*** Records shown Section Begins ***

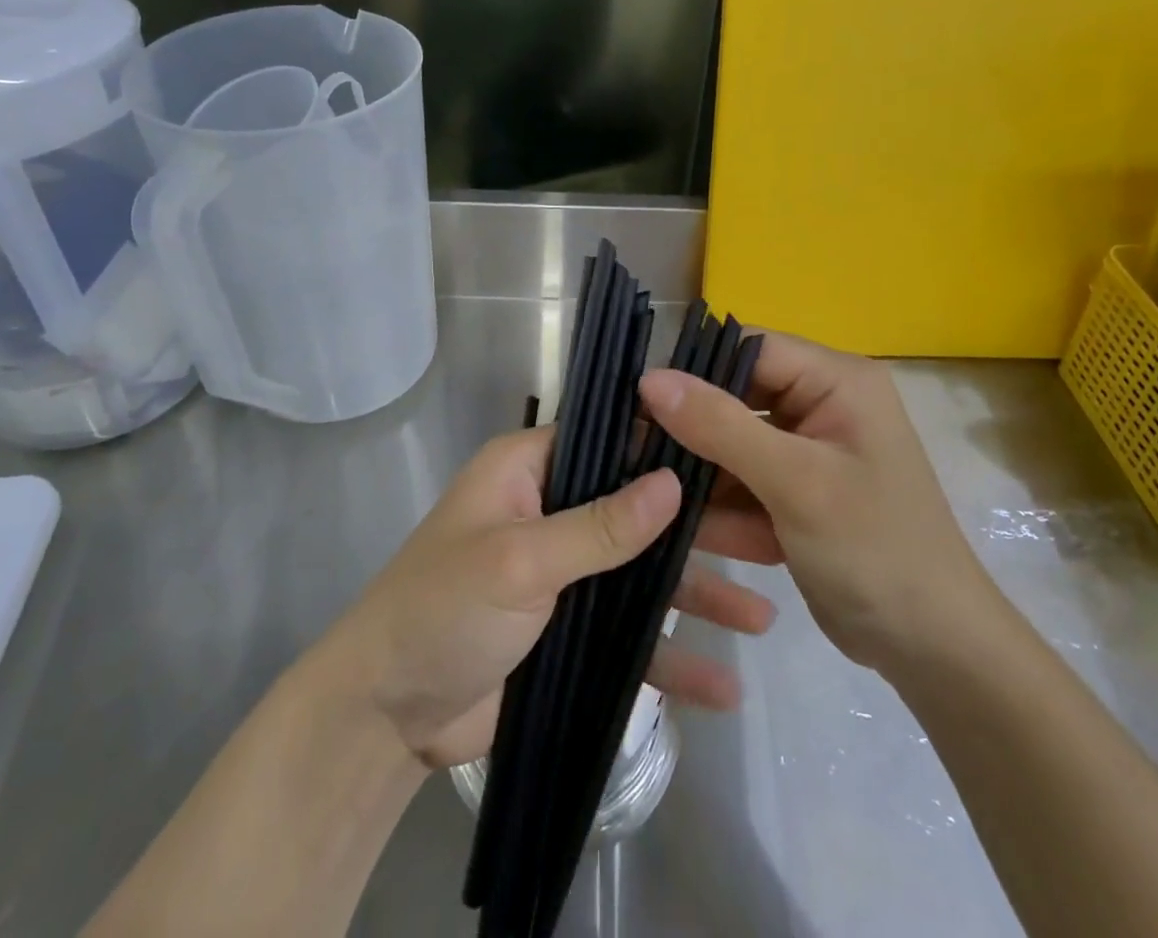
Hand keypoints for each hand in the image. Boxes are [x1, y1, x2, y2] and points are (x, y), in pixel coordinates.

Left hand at [324, 425, 776, 769]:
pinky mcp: (570, 630)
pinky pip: (629, 634)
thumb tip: (672, 480)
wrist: (386, 718)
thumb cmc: (442, 611)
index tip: (734, 454)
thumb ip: (599, 526)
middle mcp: (552, 510)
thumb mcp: (521, 561)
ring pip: (643, 573)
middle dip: (700, 528)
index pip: (609, 439)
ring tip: (765, 615)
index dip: (666, 445)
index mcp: (529, 470)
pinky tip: (723, 683)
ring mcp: (565, 572)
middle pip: (638, 509)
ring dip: (697, 594)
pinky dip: (671, 656)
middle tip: (770, 538)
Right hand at [641, 333, 1000, 673]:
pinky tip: (699, 535)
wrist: (936, 652)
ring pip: (733, 443)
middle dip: (693, 431)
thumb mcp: (795, 482)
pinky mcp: (799, 491)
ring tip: (659, 502)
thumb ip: (721, 426)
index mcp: (837, 381)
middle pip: (736, 396)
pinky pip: (745, 481)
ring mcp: (810, 451)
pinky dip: (724, 507)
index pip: (750, 349)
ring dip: (703, 476)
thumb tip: (650, 378)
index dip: (695, 369)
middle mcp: (823, 404)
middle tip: (637, 455)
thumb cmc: (875, 550)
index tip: (640, 400)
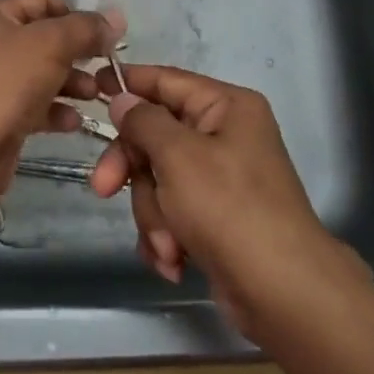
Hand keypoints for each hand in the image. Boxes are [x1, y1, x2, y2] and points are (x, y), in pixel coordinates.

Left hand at [0, 0, 118, 209]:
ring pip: (42, 74)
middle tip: (108, 68)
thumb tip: (116, 19)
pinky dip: (55, 110)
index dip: (77, 17)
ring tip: (98, 96)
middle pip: (45, 40)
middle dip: (78, 54)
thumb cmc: (5, 83)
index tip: (107, 38)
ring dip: (73, 83)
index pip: (44, 2)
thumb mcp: (51, 44)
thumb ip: (86, 28)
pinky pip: (34, 105)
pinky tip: (74, 122)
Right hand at [89, 65, 371, 340]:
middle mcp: (225, 136)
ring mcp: (221, 179)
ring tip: (168, 244)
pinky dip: (167, 236)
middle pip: (156, 136)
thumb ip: (144, 121)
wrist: (281, 292)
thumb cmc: (229, 208)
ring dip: (154, 214)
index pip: (167, 81)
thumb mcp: (178, 155)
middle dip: (134, 170)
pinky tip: (174, 260)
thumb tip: (123, 99)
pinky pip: (172, 212)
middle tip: (104, 189)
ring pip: (159, 179)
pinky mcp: (215, 218)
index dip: (129, 82)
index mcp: (226, 107)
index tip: (92, 87)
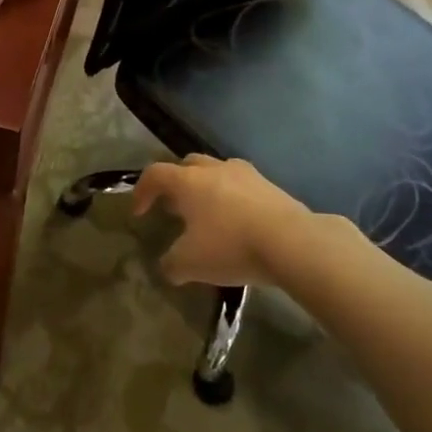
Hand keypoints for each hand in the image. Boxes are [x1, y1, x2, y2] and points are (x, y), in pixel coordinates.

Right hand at [133, 155, 323, 287]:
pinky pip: (242, 186)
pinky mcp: (271, 187)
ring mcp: (247, 175)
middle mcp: (215, 169)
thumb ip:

*** Records shown Section Ends ***

- **What to produce**:
All entries above are to be set down word for word, and the pictures are to be left out.

- **Response to this task**:
Hand keypoints for each hand in the image. Boxes are [x1, y1, x2, y2] and points are (x, y), in pixel coordinates.

Left hand at [324, 425, 776, 769]:
pinky mcp: (570, 630)
pinky pip: (629, 634)
thumb tip: (672, 480)
wrist: (386, 718)
thumb cmc: (442, 611)
index tip: (734, 454)
thumb ip: (599, 526)
middle mcp: (552, 510)
thumb mcp: (521, 561)
ring pip: (643, 573)
middle dip: (700, 528)
index pip: (609, 439)
ring tip: (765, 615)
index dip: (666, 445)
index mcp: (529, 470)
pinky tip: (723, 683)
ring mcp: (565, 572)
middle pip: (638, 509)
ring dip: (697, 594)
pinky dip: (671, 656)
middle tip: (770, 538)
Right hand at [641, 333, 1000, 673]:
pinky tip: (699, 535)
wrist: (936, 652)
ring pip: (733, 443)
middle dip: (693, 431)
thumb mcp: (795, 482)
pinky mcp: (799, 491)
ring tip: (659, 502)
thumb ip: (721, 426)
index mcp: (837, 381)
middle pip: (736, 396)
pinky pip: (745, 481)
ring mcp: (810, 451)
pinky dip: (724, 507)
index pip: (750, 349)
ring dip: (703, 476)
thumb tip: (650, 378)
index dip: (695, 369)
middle mcp: (823, 404)
middle tip: (637, 455)
thumb cmc: (875, 550)
index tip: (640, 400)
Hand keypoints for each hand in the image. Boxes are [x1, y1, x2, y2] and points are (x, y), in pixel coordinates.

Left hand at [0, 0, 118, 209]:
ring pip: (42, 74)
middle tip: (108, 68)
thumb tip: (116, 19)
pinky dip: (55, 110)
index dip: (77, 17)
ring tip: (98, 96)
middle pip: (45, 40)
middle dip: (78, 54)
thumb cmc: (5, 83)
index tip: (107, 38)
ring dip: (73, 83)
index pip: (44, 2)
thumb mcp: (51, 44)
thumb ip: (86, 28)
pinky pip: (34, 105)
pinky tip: (74, 122)
Right hand at [89, 65, 371, 340]:
middle mcp: (225, 136)
ring mcp: (221, 179)
ring tip: (168, 244)
pinky dip: (167, 236)
middle pip: (156, 136)
thumb ip: (144, 121)
wrist: (281, 292)
thumb cmc: (229, 208)
ring dip: (154, 214)
index pip: (167, 81)
thumb mcp: (178, 155)
middle dip: (134, 170)
pinky tip: (174, 260)
thumb tip: (123, 99)
pinky pip: (172, 212)
middle tip: (104, 189)
ring pip: (159, 179)
pinky mcp: (215, 218)
index dip: (129, 82)
index mcp: (226, 107)
index tip: (92, 87)
Hand keypoints for each hand in the image. Boxes are [x1, y1, x2, y2] and points are (x, y), in pixel coordinates.

Right hand at [133, 155, 323, 287]:
pinky pip: (242, 186)
pinky mcp: (271, 187)
ring mcp: (247, 175)
middle mcp: (215, 169)
thumb ip:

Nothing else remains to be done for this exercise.